(EXERCISE OBJECTIVE) Reply with every entry, repeated exactly as given.

(ENTRIES SHOWN)
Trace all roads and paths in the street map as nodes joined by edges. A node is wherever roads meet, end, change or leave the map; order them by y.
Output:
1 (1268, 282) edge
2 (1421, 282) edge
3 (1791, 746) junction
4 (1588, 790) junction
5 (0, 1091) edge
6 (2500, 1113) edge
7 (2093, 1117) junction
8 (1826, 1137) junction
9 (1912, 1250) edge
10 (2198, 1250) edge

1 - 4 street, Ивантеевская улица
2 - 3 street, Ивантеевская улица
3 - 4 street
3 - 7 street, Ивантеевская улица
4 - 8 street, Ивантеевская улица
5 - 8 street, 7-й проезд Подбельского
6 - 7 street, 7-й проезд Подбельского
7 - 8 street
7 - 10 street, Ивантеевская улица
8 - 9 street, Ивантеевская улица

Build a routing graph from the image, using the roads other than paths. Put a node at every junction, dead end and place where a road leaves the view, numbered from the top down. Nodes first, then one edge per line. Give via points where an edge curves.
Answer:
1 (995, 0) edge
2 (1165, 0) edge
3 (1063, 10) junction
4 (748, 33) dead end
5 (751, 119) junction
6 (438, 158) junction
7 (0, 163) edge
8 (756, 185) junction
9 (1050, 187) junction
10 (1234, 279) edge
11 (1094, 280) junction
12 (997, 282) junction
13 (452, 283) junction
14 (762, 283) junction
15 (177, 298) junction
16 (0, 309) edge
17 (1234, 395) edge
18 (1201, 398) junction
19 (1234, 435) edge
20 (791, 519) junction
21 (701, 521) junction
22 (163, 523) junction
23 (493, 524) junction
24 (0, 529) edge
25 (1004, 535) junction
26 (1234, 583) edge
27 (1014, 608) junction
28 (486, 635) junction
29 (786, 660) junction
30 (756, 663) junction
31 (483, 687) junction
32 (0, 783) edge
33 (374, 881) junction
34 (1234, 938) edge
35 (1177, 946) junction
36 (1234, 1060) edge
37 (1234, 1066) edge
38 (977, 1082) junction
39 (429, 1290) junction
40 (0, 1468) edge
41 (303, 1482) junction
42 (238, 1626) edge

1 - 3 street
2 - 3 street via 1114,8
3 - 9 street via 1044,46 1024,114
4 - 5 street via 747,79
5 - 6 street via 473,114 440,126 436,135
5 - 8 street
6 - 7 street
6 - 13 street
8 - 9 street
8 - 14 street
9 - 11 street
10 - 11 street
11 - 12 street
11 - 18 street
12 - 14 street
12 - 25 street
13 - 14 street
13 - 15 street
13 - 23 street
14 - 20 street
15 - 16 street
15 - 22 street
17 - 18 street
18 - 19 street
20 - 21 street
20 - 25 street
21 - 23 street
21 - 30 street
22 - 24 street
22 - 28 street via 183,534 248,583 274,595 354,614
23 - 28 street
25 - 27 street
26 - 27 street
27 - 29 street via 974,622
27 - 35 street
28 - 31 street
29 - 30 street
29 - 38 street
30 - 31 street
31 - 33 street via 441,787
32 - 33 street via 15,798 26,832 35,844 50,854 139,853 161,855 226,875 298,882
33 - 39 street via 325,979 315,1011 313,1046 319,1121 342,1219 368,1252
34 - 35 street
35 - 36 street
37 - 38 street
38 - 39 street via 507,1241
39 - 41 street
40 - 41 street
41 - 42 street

(YOUR RESPONSE)
Trace all roads and paths in the street map as nodes joined by edges. A node is wherever roads meet, end, change or leave the map; order them by y.
Output:
1 (1268, 282) edge
2 (1421, 282) edge
3 (1791, 746) junction
4 (1588, 790) junction
5 (0, 1091) edge
6 (2500, 1113) edge
7 (2093, 1117) junction
8 (1826, 1137) junction
9 (1912, 1250) edge
10 (2198, 1250) edge

1 - 4 street, Ивантеевская улица
2 - 3 street, Ивантеевская улица
3 - 4 street
3 - 7 street, Ивантеевская улица
4 - 8 street, Ивантеевская улица
5 - 8 street, 7-й проезд Подбельского
6 - 7 street, 7-й проезд Подбельского
7 - 8 street
7 - 10 street, Ивантеевская улица
8 - 9 street, Ивантеевская улица

Build a routing graph from the image, using the roads other than paths. Put a node at every junction, dead end and place where a road leaves the view, numbered from the top down. Nodes first, then one edge per line. Give via points where an edge curves.
Answer:
1 (995, 0) edge
2 (1165, 0) edge
3 (1063, 10) junction
4 (748, 33) dead end
5 (751, 119) junction
6 (438, 158) junction
7 (0, 163) edge
8 (756, 185) junction
9 (1050, 187) junction
10 (1234, 279) edge
11 (1094, 280) junction
12 (997, 282) junction
13 (452, 283) junction
14 (762, 283) junction
15 (177, 298) junction
16 (0, 309) edge
17 (1234, 395) edge
18 (1201, 398) junction
19 (1234, 435) edge
20 (791, 519) junction
21 (701, 521) junction
22 (163, 523) junction
23 (493, 524) junction
24 (0, 529) edge
25 (1004, 535) junction
26 (1234, 583) edge
27 (1014, 608) junction
28 (486, 635) junction
29 (786, 660) junction
30 (756, 663) junction
31 (483, 687) junction
32 (0, 783) edge
33 (374, 881) junction
34 (1234, 938) edge
35 (1177, 946) junction
36 (1234, 1060) edge
37 (1234, 1066) edge
38 (977, 1082) junction
39 (429, 1290) junction
40 (0, 1468) edge
41 (303, 1482) junction
42 (238, 1626) edge

1 - 3 street
2 - 3 street via 1114,8
3 - 9 street via 1044,46 1024,114
4 - 5 street via 747,79
5 - 6 street via 473,114 440,126 436,135
5 - 8 street
6 - 7 street
6 - 13 street
8 - 9 street
8 - 14 street
9 - 11 street
10 - 11 street
11 - 12 street
11 - 18 street
12 - 14 street
12 - 25 street
13 - 14 street
13 - 15 street
13 - 23 street
14 - 20 street
15 - 16 street
15 - 22 street
17 - 18 street
18 - 19 street
20 - 21 street
20 - 25 street
21 - 23 street
21 - 30 street
22 - 24 street
22 - 28 street via 183,534 248,583 274,595 354,614
23 - 28 street
25 - 27 street
26 - 27 street
27 - 29 street via 974,622
27 - 35 street
28 - 31 street
29 - 30 street
29 - 38 street
30 - 31 street
31 - 33 street via 441,787
32 - 33 street via 15,798 26,832 35,844 50,854 139,853 161,855 226,875 298,882
33 - 39 street via 325,979 315,1011 313,1046 319,1121 342,1219 368,1252
34 - 35 street
35 - 36 street
37 - 38 street
38 - 39 street via 507,1241
39 - 41 street
40 - 41 street
41 - 42 street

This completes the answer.